Segment Start: SUPPLIED MATERIAL

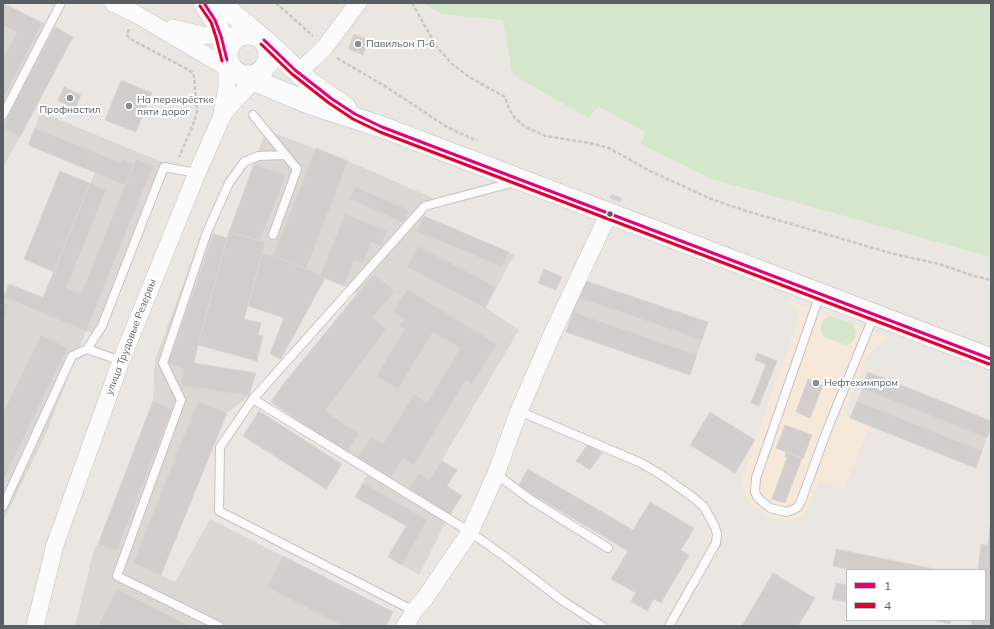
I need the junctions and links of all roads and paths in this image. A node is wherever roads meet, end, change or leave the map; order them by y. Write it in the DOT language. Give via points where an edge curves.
graph roads {
  1 [pos="61,3"];
  2 [pos="113,3"];
  3 [pos="204,3"];
  4 [pos="220,3"];
  5 [pos="276,3"];
  6 [pos="358,3"];
  7 [pos="412,3"];
  8 [pos="136,14"];
  9 [pos="229,36"];
  10 [pos="264,40"];
  11 [pos="325,47"];
  12 [pos="242,70"];
  13 [pos="295,70"];
  14 [pos="332,99"];
  15 [pos="3,115"];
  16 [pos="253,115"];
  17 [pos="219,121"];
  18 [pos="382,127"];
  19 [pos="482,144"];
  20 [pos="285,155"];
  21 [pos="174,170"];
  22 [pos="197,173"];
  23 [pos="523,180"];
  24 [pos="609,213"];
  25 [pos="273,235"];
  26 [pos="991,280"];
  27 [pos="820,294"];
  28 [pos="874,314"];
  29 [pos="87,349"];
  30 [pos="991,359"];
  31 [pos="121,361"];
  32 [pos="253,399"];
  33 [pos="519,411"];
  34 [pos="496,474"];
  35 [pos="3,506"];
  36 [pos="470,532"];
  37 [pos="608,548"];
  38 [pos="414,612"];
  39 [pos="35,626"];
  40 [pos="219,626"];
  41 [pos="405,626"];
  42 [pos="602,626"];
  43 [pos="668,626"];
  1 -- 15 [label="lane"];
  2 -- 8 [label="street"];
  3 -- 9 [label="street"];
  4 -- 10 [label="street"];
  5 -- 11 [label="path"];
  6 -- 11 [label="street"];
  7 -- 26 [label="path" via="437,47 471,78 505,97 509,109 525,127 546,136 609,148 711,199 743,210"];
  8 -- 9 [label="street" via="191,34"];
  8 -- 12 [label="street"];
  8 -- 21 [label="path" via="127,35 130,39 187,69 194,77 197,111"];
  9 -- 10 [label="street" via="252,34"];
  9 -- 12 [label="street" via="231,42 227,51"];
  10 -- 12 [label="street" via="269,48 270,58"];
  10 -- 13 [label="street"];
  11 -- 13 [label="street" via="305,66"];
  11 -- 14 [label="street" via="319,58 317,74 321,88"];
  11 -- 19 [label="path" via="338,58 447,127"];
  12 -- 17 [label="street, улица Трудовые Резервы" via="230,105"];
  12 -- 17 [label="street" via="227,86"];
  12 -- 18 [label="street" via="311,104"];
  13 -- 14 [label="street"];
  14 -- 18 [label="street"];
  16 -- 20 [label="lane"];
  17 -- 22 [label="street, улица Трудовые Резервы"];
  18 -- 23 [label="street"];
  20 -- 25 [label="lane" via="297,169"];
  20 -- 40 [label="lane" via="258,156 244,162 229,183 207,232 163,363 181,400 117,576"];
  21 -- 22 [label="lane"];
  21 -- 29 [label="lane" via="164,167 102,326"];
  22 -- 31 [label="street, улица Трудовые Резервы"];
  23 -- 24 [label="street"];
  23 -- 32 [label="lane" via="425,206"];
  24 -- 27 [label="street"];
  24 -- 33 [label="street" via="556,324"];
  27 -- 28 [label="street"];
  27 -- 28 [label="lane" via="756,478 755,492 762,503 770,508 786,512 798,506 801,501"];
  28 -- 30 [label="street"];
  29 -- 31 [label="lane"];
  29 -- 35 [label="lane" via="72,356"];
  31 -- 39 [label="street, улица Трудовые Резервы" via="55,545"];
  32 -- 36 [label="lane"];
  32 -- 38 [label="lane" via="220,447 219,510"];
  33 -- 34 [label="street"];
  33 -- 43 [label="lane" via="640,463 660,474 704,508 715,527 716,543"];
  34 -- 36 [label="street"];
  34 -- 37 [label="lane" via="531,500"];
  36 -- 38 [label="street"];
  36 -- 42 [label="lane" via="557,597"];
  38 -- 41 [label="street"];
}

Segment End: SUPPLIED MATERIAL

■ WHAT YOU SHOULD DO:
Say how many lines of the entries hold the string "Резервы". Nothing but the number should be given.

■ ANSWER TO THIS PROBLEM:
4